*** Begin section ***

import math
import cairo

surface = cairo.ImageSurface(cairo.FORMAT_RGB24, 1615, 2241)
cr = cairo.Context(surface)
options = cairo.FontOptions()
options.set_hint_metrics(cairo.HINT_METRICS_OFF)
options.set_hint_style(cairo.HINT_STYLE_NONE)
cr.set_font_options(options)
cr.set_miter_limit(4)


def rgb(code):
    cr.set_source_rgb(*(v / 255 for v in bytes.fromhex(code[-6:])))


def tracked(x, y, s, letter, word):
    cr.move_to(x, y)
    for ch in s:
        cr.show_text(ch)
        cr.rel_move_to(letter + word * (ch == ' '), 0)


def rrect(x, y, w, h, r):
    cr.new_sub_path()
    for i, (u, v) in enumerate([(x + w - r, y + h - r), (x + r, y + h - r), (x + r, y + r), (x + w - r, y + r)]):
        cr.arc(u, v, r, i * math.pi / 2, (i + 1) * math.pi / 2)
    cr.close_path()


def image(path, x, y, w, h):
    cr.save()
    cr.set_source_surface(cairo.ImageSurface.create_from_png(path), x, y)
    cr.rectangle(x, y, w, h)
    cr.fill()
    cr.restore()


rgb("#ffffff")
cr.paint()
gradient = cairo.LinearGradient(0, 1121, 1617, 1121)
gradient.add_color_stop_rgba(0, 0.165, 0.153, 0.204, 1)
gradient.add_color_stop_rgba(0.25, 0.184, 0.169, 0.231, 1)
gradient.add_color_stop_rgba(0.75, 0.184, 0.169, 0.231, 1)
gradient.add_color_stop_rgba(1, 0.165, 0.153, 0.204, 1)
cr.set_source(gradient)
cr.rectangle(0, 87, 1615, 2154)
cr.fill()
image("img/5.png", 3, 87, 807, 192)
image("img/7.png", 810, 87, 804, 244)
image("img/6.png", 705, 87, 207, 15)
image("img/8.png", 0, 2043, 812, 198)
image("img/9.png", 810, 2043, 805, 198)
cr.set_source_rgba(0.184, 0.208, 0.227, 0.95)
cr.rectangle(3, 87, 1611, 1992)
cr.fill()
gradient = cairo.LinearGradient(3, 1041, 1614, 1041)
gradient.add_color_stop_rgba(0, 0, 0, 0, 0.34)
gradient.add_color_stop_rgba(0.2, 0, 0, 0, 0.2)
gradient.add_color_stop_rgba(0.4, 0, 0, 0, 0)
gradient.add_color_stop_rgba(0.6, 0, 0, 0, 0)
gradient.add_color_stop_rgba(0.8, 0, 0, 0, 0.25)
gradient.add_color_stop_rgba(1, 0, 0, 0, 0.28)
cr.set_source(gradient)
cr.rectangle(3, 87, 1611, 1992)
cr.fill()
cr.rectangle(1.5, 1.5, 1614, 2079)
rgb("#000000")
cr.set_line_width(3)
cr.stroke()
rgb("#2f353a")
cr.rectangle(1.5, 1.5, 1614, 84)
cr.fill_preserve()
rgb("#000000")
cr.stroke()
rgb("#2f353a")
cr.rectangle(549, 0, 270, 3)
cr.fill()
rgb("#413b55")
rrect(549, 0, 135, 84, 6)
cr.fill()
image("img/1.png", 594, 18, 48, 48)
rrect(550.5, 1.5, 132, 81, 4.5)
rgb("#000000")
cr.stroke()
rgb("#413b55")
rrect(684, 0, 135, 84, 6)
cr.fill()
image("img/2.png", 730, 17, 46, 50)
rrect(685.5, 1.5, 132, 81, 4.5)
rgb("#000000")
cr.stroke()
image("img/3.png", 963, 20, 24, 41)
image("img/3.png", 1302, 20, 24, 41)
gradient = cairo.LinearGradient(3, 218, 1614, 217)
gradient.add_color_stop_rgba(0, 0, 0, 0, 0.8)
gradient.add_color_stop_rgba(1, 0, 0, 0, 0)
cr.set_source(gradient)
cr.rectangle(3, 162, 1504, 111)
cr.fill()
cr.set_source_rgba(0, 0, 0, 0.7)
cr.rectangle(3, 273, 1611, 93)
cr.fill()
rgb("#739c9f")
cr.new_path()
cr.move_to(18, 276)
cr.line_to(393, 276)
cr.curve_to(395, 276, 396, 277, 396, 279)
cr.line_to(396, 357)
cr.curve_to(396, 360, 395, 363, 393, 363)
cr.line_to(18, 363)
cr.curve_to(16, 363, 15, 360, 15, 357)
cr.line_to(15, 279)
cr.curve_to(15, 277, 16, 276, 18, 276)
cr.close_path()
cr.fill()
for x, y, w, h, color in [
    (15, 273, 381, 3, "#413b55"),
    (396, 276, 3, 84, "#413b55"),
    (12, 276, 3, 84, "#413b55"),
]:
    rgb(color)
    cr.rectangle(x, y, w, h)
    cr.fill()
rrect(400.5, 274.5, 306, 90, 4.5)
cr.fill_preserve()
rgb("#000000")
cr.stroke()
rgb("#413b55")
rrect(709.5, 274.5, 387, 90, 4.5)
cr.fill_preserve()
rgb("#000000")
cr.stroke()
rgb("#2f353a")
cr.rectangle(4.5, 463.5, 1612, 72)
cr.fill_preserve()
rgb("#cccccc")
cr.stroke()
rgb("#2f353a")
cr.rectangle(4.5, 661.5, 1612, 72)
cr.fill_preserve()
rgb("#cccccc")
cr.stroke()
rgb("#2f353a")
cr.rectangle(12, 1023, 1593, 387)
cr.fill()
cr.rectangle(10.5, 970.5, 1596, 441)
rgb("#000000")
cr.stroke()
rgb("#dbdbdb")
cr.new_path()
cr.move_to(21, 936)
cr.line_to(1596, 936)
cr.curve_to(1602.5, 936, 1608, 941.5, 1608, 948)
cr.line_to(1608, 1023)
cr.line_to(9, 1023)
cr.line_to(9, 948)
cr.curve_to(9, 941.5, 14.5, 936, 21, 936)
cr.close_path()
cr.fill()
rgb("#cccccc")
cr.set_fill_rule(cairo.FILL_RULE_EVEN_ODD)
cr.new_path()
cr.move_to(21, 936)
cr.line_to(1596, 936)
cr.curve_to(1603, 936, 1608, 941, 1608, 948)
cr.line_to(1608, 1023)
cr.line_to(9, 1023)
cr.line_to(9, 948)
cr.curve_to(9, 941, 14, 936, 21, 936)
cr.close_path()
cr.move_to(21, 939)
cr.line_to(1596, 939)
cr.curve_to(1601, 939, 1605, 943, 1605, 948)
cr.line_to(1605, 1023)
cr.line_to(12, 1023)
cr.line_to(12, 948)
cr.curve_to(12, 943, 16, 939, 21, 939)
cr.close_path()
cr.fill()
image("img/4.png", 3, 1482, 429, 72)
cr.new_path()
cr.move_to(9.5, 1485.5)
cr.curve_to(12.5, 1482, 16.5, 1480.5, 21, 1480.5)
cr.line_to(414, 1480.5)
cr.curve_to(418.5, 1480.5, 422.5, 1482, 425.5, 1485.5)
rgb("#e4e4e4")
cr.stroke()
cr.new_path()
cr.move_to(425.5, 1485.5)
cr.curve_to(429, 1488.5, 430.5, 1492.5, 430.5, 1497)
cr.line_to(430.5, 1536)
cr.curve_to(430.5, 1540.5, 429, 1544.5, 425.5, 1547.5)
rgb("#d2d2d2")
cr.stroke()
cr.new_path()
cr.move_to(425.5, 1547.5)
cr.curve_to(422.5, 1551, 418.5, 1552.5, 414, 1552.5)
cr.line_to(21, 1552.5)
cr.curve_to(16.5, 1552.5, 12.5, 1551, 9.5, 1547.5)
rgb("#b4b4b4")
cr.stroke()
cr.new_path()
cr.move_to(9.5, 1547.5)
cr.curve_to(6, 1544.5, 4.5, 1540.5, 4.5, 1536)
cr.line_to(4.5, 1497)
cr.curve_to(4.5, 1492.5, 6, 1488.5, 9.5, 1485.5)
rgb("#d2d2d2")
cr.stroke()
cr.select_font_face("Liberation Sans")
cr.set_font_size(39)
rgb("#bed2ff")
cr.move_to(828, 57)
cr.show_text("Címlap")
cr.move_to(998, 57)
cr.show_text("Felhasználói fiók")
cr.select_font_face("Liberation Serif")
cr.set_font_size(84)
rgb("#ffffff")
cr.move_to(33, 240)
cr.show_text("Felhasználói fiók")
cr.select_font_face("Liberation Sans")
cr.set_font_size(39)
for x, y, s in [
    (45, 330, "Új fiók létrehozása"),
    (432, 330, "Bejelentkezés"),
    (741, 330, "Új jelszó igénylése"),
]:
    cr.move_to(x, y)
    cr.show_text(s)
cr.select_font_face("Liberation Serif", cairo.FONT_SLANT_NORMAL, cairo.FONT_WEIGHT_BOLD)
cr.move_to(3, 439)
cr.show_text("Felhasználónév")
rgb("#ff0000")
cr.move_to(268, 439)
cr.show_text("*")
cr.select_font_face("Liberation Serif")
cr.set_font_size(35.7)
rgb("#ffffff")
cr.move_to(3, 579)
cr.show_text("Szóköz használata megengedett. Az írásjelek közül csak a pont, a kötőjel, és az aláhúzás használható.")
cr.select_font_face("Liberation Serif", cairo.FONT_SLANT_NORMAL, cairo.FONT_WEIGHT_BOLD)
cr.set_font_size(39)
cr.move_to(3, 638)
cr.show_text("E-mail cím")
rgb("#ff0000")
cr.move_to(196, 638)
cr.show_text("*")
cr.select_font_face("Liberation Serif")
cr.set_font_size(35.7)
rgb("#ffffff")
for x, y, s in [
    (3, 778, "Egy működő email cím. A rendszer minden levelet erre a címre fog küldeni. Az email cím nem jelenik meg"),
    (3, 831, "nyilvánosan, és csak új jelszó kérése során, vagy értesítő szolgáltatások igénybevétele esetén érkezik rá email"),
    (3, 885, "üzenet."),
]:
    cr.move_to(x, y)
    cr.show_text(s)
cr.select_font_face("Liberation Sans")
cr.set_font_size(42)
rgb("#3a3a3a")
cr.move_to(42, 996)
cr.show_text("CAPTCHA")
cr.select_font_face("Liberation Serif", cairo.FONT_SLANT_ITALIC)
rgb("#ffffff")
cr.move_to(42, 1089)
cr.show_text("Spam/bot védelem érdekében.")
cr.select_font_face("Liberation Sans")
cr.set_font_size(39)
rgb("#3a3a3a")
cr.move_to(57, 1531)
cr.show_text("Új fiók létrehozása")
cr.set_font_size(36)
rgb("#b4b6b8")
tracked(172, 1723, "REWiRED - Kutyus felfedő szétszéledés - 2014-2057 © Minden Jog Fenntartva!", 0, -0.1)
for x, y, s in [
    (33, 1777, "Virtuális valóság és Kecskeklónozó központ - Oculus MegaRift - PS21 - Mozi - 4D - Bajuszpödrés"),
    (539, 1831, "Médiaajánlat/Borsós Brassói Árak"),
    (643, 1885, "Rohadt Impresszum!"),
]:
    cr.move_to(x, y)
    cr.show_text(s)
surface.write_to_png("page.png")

*** End section ***

### [Work to complete]
The answer must consist of every line from the entries that holds the string "math".

### [Solution for this problem]
import math
        cr.arc(u, v, r, i * math.pi / 2, (i + 1) * math.pi / 2)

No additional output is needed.